-- EXERCISE MATERIAL follows --

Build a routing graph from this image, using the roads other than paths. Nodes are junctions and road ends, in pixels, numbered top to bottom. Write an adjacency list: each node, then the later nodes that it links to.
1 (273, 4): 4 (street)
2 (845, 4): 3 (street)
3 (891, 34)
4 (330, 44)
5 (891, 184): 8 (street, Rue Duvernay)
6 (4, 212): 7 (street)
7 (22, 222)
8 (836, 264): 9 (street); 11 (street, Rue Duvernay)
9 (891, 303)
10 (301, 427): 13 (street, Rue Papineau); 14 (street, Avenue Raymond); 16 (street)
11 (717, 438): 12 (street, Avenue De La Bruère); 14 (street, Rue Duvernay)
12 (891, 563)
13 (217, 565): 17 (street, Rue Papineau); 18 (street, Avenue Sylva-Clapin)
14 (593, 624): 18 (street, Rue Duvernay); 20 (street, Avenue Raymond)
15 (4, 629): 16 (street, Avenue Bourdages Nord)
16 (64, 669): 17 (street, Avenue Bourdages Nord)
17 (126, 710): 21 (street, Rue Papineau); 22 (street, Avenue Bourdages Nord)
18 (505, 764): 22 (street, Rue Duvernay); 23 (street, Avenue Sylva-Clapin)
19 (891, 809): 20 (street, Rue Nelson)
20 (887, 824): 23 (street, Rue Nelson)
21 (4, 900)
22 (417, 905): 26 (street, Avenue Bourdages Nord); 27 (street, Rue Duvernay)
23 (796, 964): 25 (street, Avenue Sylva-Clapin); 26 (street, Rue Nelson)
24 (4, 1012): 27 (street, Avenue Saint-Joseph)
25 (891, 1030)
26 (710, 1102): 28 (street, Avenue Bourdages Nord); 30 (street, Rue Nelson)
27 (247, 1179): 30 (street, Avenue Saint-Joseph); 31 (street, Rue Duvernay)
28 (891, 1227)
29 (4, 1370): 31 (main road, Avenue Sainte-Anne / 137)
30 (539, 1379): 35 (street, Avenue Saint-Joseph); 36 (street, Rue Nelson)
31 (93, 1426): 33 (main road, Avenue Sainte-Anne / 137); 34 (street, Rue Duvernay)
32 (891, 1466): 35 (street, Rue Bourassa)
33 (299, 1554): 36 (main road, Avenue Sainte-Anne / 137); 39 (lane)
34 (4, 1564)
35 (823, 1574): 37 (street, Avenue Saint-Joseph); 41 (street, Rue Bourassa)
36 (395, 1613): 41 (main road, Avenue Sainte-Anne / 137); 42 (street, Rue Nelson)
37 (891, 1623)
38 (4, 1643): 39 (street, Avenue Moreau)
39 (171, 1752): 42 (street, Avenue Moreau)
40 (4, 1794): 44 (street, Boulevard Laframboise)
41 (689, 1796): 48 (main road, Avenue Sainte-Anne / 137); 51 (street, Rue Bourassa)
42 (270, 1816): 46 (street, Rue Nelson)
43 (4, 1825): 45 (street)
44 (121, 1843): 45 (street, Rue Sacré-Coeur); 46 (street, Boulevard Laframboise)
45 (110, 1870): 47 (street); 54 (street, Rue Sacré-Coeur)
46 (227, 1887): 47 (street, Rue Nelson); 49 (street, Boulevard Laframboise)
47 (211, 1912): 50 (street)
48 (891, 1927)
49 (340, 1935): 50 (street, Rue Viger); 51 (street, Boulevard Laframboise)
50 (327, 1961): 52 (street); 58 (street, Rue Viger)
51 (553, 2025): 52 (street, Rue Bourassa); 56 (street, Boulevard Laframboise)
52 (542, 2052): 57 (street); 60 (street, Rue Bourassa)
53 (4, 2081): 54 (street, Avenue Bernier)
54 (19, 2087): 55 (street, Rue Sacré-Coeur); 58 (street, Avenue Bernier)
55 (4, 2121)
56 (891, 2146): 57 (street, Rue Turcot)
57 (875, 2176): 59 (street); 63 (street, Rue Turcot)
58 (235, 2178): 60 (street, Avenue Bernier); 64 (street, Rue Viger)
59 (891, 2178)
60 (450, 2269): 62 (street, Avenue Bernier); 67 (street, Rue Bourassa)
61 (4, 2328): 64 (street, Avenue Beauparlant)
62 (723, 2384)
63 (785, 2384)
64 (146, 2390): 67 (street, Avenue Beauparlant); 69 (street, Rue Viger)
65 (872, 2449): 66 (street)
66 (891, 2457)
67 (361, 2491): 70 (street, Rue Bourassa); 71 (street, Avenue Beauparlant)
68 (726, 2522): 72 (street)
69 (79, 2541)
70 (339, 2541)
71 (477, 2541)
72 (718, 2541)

-- EXERCISE MATERIAL concluded --

**WORK TO COMPLETE**
In the records above, find every line with the word "Joseph" and copy it.

**THE COMPLETED TASK**
24 (4, 1012): 27 (street, Avenue Saint-Joseph)
27 (247, 1179): 30 (street, Avenue Saint-Joseph); 31 (street, Rue Duvernay)
30 (539, 1379): 35 (street, Avenue Saint-Joseph); 36 (street, Rue Nelson)
35 (823, 1574): 37 (street, Avenue Saint-Joseph); 41 (street, Rue Bourassa)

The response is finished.